Burrows-Wheeler is unusual in the field of data compression in that it doesn't compress the data in any way at all: it just re-orders it. However, this re-ordered data has two very attractive and useful properties.

  1. It is possible to cheaply recover the original data from the re-ordered output.
  2. The re-ordered data tends to much easier to compress than the original data.

Burrows-Wheeler is therefore used as a catalyst for actual compression algorithms such as run-length encoding, move-to-front buffering and Huffman coding.


No code or implementation-specific details will be given here, instead I will use an abstract overview of the algorithm to encode an example string: XYYXYX0 where 0 is an end of file marker that both parties know will be unique, and last, in the original string. I will also do more work than is strictly required, in order to make the algorithm clearer, and to help show why it works.
The first step is to create a matrix of all the possible rotations of the string:

X Y Y X Y X 0
Y Y X Y X 0 X
Y X Y X 0 X Y
X Y X 0 X Y Y
Y X 0 X Y Y X
X 0 X Y Y X Y
0 X Y Y X Y X

Now this matrix's rows are sorted according to a lexicographic ordering (the order you get in a dictionary, i.e. sort by first character, then second etc.). For the sake of argument, the end of file marker comes before X in ordering, which comes before Y:

0 X Y Y X Y X
X 0 X Y Y X Y
X Y X 0 X Y Y
X Y Y X Y X 0
Y X 0 X Y Y X
Y X Y X 0 X Y
Y Y X Y X 0 X

The last column of this matrix is then output as the re-ordered data.

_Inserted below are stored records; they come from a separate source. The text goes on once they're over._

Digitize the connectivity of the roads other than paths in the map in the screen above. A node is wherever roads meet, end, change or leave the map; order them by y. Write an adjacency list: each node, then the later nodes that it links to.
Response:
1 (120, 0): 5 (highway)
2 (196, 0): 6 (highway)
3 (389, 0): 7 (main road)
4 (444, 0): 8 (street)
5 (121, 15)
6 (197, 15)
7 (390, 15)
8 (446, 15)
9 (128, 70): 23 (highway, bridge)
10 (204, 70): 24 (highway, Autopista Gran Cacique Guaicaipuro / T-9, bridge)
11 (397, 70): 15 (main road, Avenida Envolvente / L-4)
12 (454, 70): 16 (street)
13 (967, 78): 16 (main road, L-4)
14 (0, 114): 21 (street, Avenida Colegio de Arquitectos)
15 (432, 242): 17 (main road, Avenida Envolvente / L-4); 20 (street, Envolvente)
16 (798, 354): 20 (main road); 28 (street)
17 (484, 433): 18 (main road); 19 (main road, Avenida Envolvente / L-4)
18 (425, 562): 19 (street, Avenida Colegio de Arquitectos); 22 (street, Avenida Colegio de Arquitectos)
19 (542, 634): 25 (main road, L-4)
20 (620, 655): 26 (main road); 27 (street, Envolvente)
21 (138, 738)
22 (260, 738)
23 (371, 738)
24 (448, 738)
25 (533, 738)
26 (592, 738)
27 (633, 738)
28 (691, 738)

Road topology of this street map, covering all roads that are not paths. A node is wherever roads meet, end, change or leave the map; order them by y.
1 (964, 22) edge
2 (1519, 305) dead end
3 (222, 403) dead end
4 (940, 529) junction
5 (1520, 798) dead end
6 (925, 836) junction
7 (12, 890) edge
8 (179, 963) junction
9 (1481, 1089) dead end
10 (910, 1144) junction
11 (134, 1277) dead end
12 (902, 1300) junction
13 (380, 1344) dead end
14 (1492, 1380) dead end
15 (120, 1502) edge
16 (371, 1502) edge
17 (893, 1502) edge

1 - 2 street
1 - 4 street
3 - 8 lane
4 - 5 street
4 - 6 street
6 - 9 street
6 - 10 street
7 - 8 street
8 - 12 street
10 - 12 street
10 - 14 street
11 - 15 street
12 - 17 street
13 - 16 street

Why does this aid compression?

Because the rows are simply rotations of the same string, even in the sorted matrix, it is important to remember that the characters in the last column are actually one place before the character in the first column.
In English, every letter of the alphabet is very likely to have some letters before it, and very unlikely to have others before it. For example, s or a will occur very often before t, while yt, bt and ct will hardly ever appear.

As you can see in the sorted matrix, the first column is split into partitions according to the character. Therefore, for the partition of rows starting with t, for example, there will be lots of s's and a's in the last column, and barely any y's, b's or c's. It is this fact that makes compression algorithms work better, long runs of the same character are easy to compress, as is text with a smaller number of symbols present.

How is it possible to regain the original string?

This re-ordered string is now sent off to a variety of compression algorithms, all of which can be reversed by the recipient of the compressed data. However, how is that a seemingly arbitrary permutation of a string can be reversed by someone with no knowledge of the original data?

The tricky part is realising that in order to rebuild the entire matrix, only two columns of data are required: the transmitted column and the first column of the sorted matrix, which is very easy to extract from the transmitted column itself - we just have to sort it!

       transmitted  sorted
           +-+        +-+
0 X Y Y X Y|X|        |0|X Y Y X Y X
X 0 X Y Y X|Y|        |X|0 X Y Y X Y
X Y X 0 X Y|Y|        |X|Y X 0 X Y Y
X Y Y X Y X|0|        |X|Y Y X Y X 0
Y X 0 X Y Y|X|        |Y|X 0 X Y Y X
Y X Y X 0 X|Y|        |Y|X Y X 0 X Y
Y Y X Y X 0|X|        |Y|Y X Y X 0 X
           +-+        +-+

Notice that in the sorted column, the partitions are sorted within themselves, as well as the partitions being sorted with respect to one other.
For example, the Y partition is sorted according to the next character and beyond, seeing as the first characters are all the same. However, the Y's in the last column are also sorted according to the character that follows them and beyond; it just so happens that due to the rotation, the next character has been written at the start of the row.

The order of the Y's in the sorted column is the same as the order of the Y's in the transmitted column. The same is true for the X's!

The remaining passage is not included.